I grew two varieties of carrots recommended for containers as they can be spaced especially close together. [Chantenay Red Core and Amsterdam Sprint 2]. They were perfectly happy in their home and grew and germinated at the same rate as those I had in a plastic tub nearby. I had to water the ones in the carrot planters a bit more often though as I believe moisture evaporates faster through the side of those ones. The compost definitely dries out quicker, but if you are aware of the fact and keep an eye on it isn't a problem. I used the remaining two bags to grow spring onions and landcress, both of which grew steadily in their home. I didn't really need a bag of that depth to grow either of those two things but the space was available so I decided to use it.

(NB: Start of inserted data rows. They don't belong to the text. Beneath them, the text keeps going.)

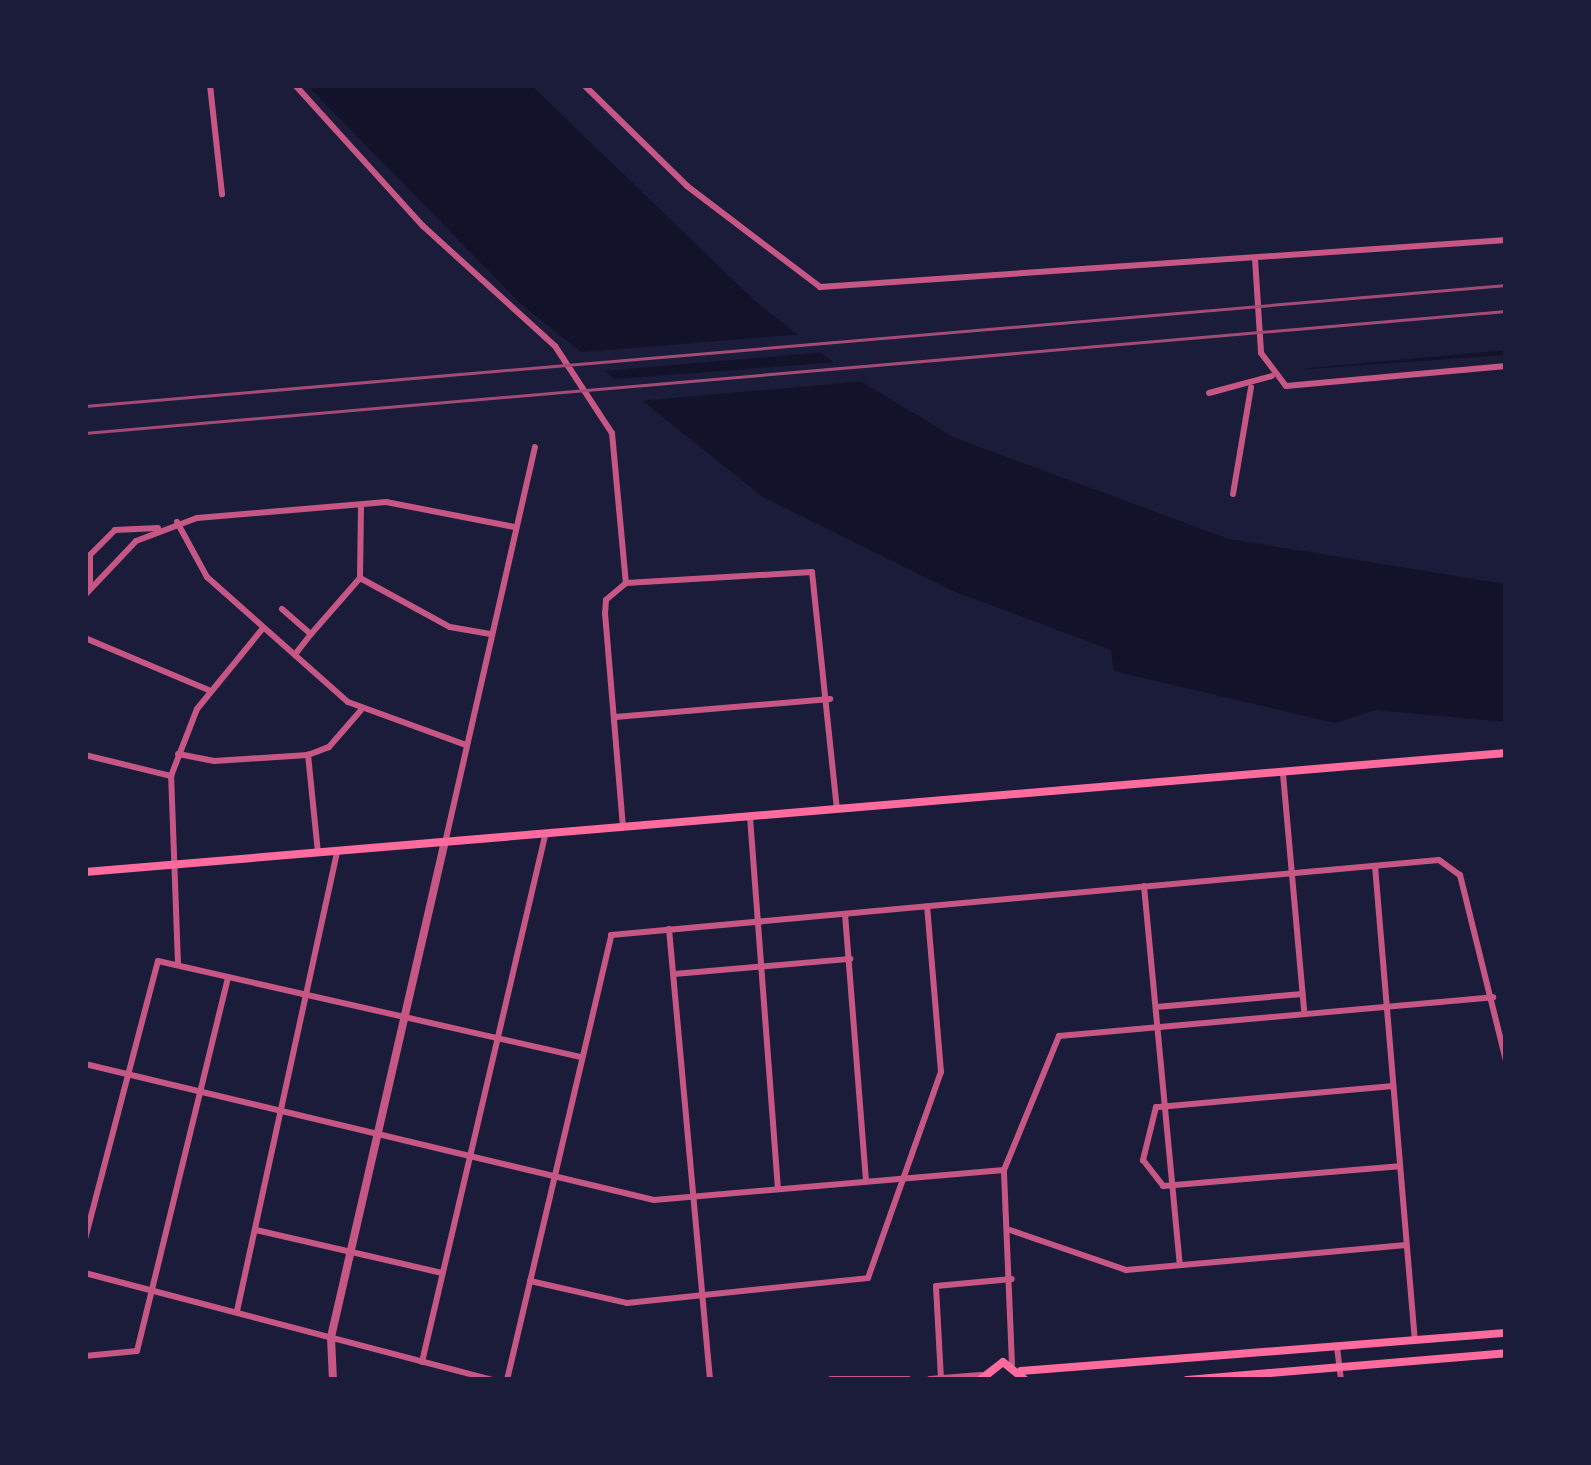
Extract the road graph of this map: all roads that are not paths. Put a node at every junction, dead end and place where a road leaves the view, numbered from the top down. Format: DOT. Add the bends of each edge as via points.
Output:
graph roads {
  1 [pos="210,85"];
  2 [pos="295,85"];
  3 [pos="584,85"];
  4 [pos="222,194"];
  5 [pos="1506,240"];
  6 [pos="1255,258"];
  7 [pos="1506,366"];
  8 [pos="1272,376"];
  9 [pos="1251,388"];
  10 [pos="1210,393"];
  11 [pos="535,447"];
  12 [pos="1234,494"];
  13 [pos="361,505"];
  14 [pos="176,522"];
  15 [pos="158,528"];
  16 [pos="516,528"];
  17 [pos="360,578"];
  18 [pos="626,583"];
  19 [pos="87,592"];
  20 [pos="282,609"];
  21 [pos="263,628"];
  22 [pos="311,634"];
  23 [pos="490,634"];
  24 [pos="85,638"];
  25 [pos="296,653"];
  26 [pos="209,690"];
  27 [pos="830,699"];
  28 [pos="361,710"];
  29 [pos="615,717"];
  30 [pos="466,745"];
  31 [pos="1506,753"];
  32 [pos="178,754"];
  33 [pos="85,755"];
  34 [pos="308,755"];
  35 [pos="1282,774"];
  36 [pos="171,776"];
  37 [pos="837,808"];
  38 [pos="750,817"];
  39 [pos="623,827"];
  40 [pos="545,836"];
  41 [pos="444,844"];
  42 [pos="337,852"];
  43 [pos="318,854"];
  44 [pos="172,866"];
  45 [pos="1375,866"];
  46 [pos="85,872"];
  47 [pos="1292,873"];
  48 [pos="1144,886"];
  49 [pos="928,907"];
  50 [pos="845,914"];
  51 [pos="756,923"];
  52 [pos="669,929"];
  53 [pos="850,959"];
  54 [pos="178,964"];
  55 [pos="759,966"];
  56 [pos="674,974"];
  57 [pos="228,977"];
  58 [pos="311,993"];
  59 [pos="1302,994"];
  60 [pos="1494,997"];
  61 [pos="1387,1004"];
  62 [pos="1156,1007"];
  63 [pos="1304,1010"];
  64 [pos="404,1015"];
  65 [pos="1158,1025"];
  66 [pos="498,1037"];
  67 [pos="581,1057"];
  68 [pos="1506,1062"];
  69 [pos="85,1064"];
  70 [pos="124,1073"];
  71 [pos="1392,1086"];
  72 [pos="198,1091"];
  73 [pos="1166,1106"];
  74 [pos="283,1111"];
  75 [pos="377,1132"];
  76 [pos="470,1154"];
  77 [pos="1400,1166"];
  78 [pos="1004,1170"];
  79 [pos="554,1176"];
  80 [pos="902,1179"];
  81 [pos="866,1181"];
  82 [pos="1174,1186"];
  83 [pos="778,1188"];
  84 [pos="693,1197"];
  85 [pos="256,1230"];
  86 [pos="1010,1230"];
  87 [pos="85,1238"];
  88 [pos="1406,1245"];
  89 [pos="348,1251"];
  90 [pos="1180,1264"];
  91 [pos="442,1272"];
  92 [pos="85,1273"];
  93 [pos="1012,1279"];
  94 [pos="530,1281"];
  95 [pos="149,1290"];
  96 [pos="702,1296"];
  97 [pos="238,1311"];
  98 [pos="1506,1333"];
  99 [pos="331,1336"];
  100 [pos="1415,1340"];
  101 [pos="1337,1347"];
  102 [pos="1506,1353"];
  103 [pos="85,1356"];
  104 [pos="422,1362"];
  105 [pos="1012,1364"];
  106 [pos="1340,1367"];
  107 [pos="1023,1376"];
  108 [pos="981,1378"];
  109 [pos="941,1379"];
  110 [pos="333,1380"];
  111 [pos="492,1380"];
  112 [pos="508,1380"];
  113 [pos="710,1380"];
  114 [pos="831,1380"];
  115 [pos="908,1380"];
  116 [pos="930,1380"];
  117 [pos="1187,1380"];
  118 [pos="1342,1380"];
  1 -- 4 [label="street"];
  2 -- 18 [label="street" via="423,226 556,346 612,433"];
  3 -- 6 [label="street" via="687,186 820,287"];
  5 -- 6 [label="street"];
  6 -- 8 [label="street" via="1261,353"];
  7 -- 8 [label="street" via="1286,386"];
  8 -- 9 [label="street"];
  9 -- 10 [label="street"];
  9 -- 12 [label="street"];
  11 -- 16 [label="street"];
  13 -- 14 [label="street"];
  13 -- 16 [label="street" via="408,504"];
  13 -- 17 [label="street"];
  14 -- 15 [label="street"];
  14 -- 21 [label="street" via="190,558"];
  15 -- 19 [label="street"];
  15 -- 19 [label="street" via="115,530 90,556"];
  16 -- 23 [label="street"];
  17 -- 22 [label="street"];
  17 -- 23 [label="street" via="450,627"];
  18 -- 27 [label="street" via="812,572"];
  18 -- 29 [label="street" via="606,600"];
  20 -- 22 [label="street"];
  21 -- 25 [label="street"];
  21 -- 26 [label="street"];
  22 -- 25 [label="street"];
  23 -- 30 [label="street"];
  24 -- 26 [label="street"];
  25 -- 28 [label="street"];
  26 -- 32 [label="street"];
  27 -- 29 [label="street"];
  27 -- 37 [label="street"];
  28 -- 30 [label="street"];
  28 -- 34 [label="street" via="329,747"];
  29 -- 39 [label="street"];
  30 -- 41 [label="street"];
  31 -- 35 [label="main road"];
  32 -- 34 [label="street" via="214,762"];
  32 -- 36 [label="street"];
  33 -- 36 [label="street"];
  34 -- 43 [label="street"];
  35 -- 37 [label="main road"];
  35 -- 47 [label="street"];
  36 -- 44 [label="street"];
  37 -- 38 [label="main road"];
  38 -- 39 [label="main road"];
  38 -- 51 [label="street"];
  39 -- 40 [label="main road"];
  40 -- 41 [label="main road"];
  40 -- 66 [label="street"];
  41 -- 42 [label="main road"];
  41 -- 64 [label="street"];
  42 -- 43 [label="main road"];
  42 -- 58 [label="street"];
  43 -- 44 [label="main road"];
  44 -- 46 [label="main road"];
  44 -- 54 [label="street"];
  45 -- 47 [label="street"];
  45 -- 60 [label="street" via="1439,860 1460,875"];
  45 -- 61 [label="street"];
  47 -- 48 [label="street"];
  47 -- 59 [label="street"];
  48 -- 49 [label="street"];
  48 -- 62 [label="street"];
  49 -- 50 [label="street"];
  49 -- 80 [label="street" via="942,1072"];
  50 -- 51 [label="street"];
  50 -- 53 [label="street"];
  51 -- 52 [label="street"];
  51 -- 55 [label="street"];
  52 -- 56 [label="street"];
  52 -- 67 [label="street" via="612,935"];
  53 -- 55 [label="street"];
  53 -- 81 [label="street"];
  54 -- 57 [label="street"];
  54 -- 70 [label="street" via="150,968"];
  55 -- 56 [label="street"];
  55 -- 83 [label="street"];
  56 -- 84 [label="street"];
  57 -- 58 [label="street"];
  57 -- 72 [label="street"];
  58 -- 64 [label="street"];
  58 -- 74 [label="street"];
  59 -- 62 [label="street"];
  59 -- 63 [label="street"];
  60 -- 61 [label="street"];
  60 -- 68 [label="street"];
  61 -- 63 [label="street"];
  61 -- 71 [label="street"];
  62 -- 65 [label="street"];
  63 -- 65 [label="street"];
  64 -- 66 [label="street"];
  64 -- 75 [label="street"];
  65 -- 73 [label="street"];
  65 -- 78 [label="street" via="1059,1036"];
  66 -- 67 [label="street"];
  66 -- 76 [label="street"];
  67 -- 79 [label="street"];
  69 -- 70 [label="street"];
  70 -- 72 [label="street"];
  70 -- 87 [label="street"];
  71 -- 73 [label="street"];
  71 -- 77 [label="street"];
  72 -- 74 [label="street"];
  72 -- 95 [label="street"];
  73 -- 82 [label="street"];
  73 -- 82 [label="street" via="1156,1106 1142,1138 1143,1160 1163,1186"];
  74 -- 75 [label="street"];
  74 -- 85 [label="street"];
  75 -- 76 [label="street"];
  75 -- 89 [label="street"];
  76 -- 79 [label="street"];
  76 -- 91 [label="street"];
  77 -- 82 [label="street"];
  77 -- 88 [label="street"];
  78 -- 80 [label="street"];
  78 -- 86 [label="street"];
  79 -- 84 [label="street" via="654,1200"];
  79 -- 94 [label="street"];
  80 -- 81 [label="street"];
  80 -- 96 [label="street" via="868,1278"];
  81 -- 83 [label="street"];
  82 -- 90 [label="street"];
  83 -- 84 [label="street"];
  84 -- 96 [label="street"];
  85 -- 89 [label="street"];
  85 -- 97 [label="street"];
  86 -- 90 [label="street" via="1112,1268"];
  86 -- 93 [label="street"];
  88 -- 90 [label="street"];
  88 -- 100 [label="street"];
  89 -- 91 [label="street"];
  89 -- 99 [label="street"];
  91 -- 104 [label="street"];
  92 -- 95 [label="street"];
  93 -- 105 [label="street"];
  93 -- 109 [label="street" via="936,1286"];
  94 -- 96 [label="street" via="627,1303"];
  94 -- 112 [label="street"];
  95 -- 97 [label="street"];
  95 -- 103 [label="street" via="138,1351"];
  96 -- 113 [label="street"];
  97 -- 99 [label="street"];
  98 -- 100 [label="main road"];
  99 -- 104 [label="street"];
  99 -- 110 [label="street"];
  100 -- 101 [label="main road"];
  101 -- 106 [label="street"];
  101 -- 107 [label="main road"];
  102 -- 106 [label="main road"];
  104 -- 111 [label="street"];
  105 -- 107 [label="main road"];
  105 -- 108 [label="main road"];
  106 -- 117 [label="main road"];
  106 -- 118 [label="street"];
  108 -- 109 [label="street"];
  109 -- 116 [label="street"];
  114 -- 115 [label="street"];
}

The bags held their shape well. I had to move one bag a little to access a plant behind it for pruning purposes and I was able to lift the filled bag without it tearing, so they really are strong. They are not at all light when filled with compost and I would not move them unless you had to as doing so loosens the compost from the edges a little which could upset seeds you have sown. There are no handles supplied so I just had to grasp the reinforced edges which didn't help.
The bags showed no sign of wear and tear at the end of the season. They are a dark green colour which looks smart enough, and a few mud splashes that had found their way onto the bag sides came off easily with a quick scrub. I put one pair away in my parents shed over winter and left the others outside where they survived the frost and snow. The colour hasn't faded either. I think to prolong their life I will store all of them inside this year - I just got a bit lazy last autumn.
WOULD I RECOMMEND THE PLANTERS?
The current Amazon price for twin pack is £5.99 which I think is a good deal. The bags have lived up to their promise of being durable and weather resistant - and last years wet summer and cold winter certainly put that to the test. If you want to grow carrot and can't do so in the ground for whatever reason these are worth considering especially of you don't have much room to store containers afterwards. I can understand some people finding these less attractive than conventional planters that you can buy in all sorts of colour schemes but I like them. If you want some cheap planters for another vegetable, don't be put off by the "carrot" labelling - they will do for anything that can grow in a pot that is 40cm deep. It would be worth checking to see what the minimum recommend pot size is for any crop you are thinking of though - as you may be able to get away with a shallower container and there is no sense using more compost than you need. Apart from that, these are well worth a try.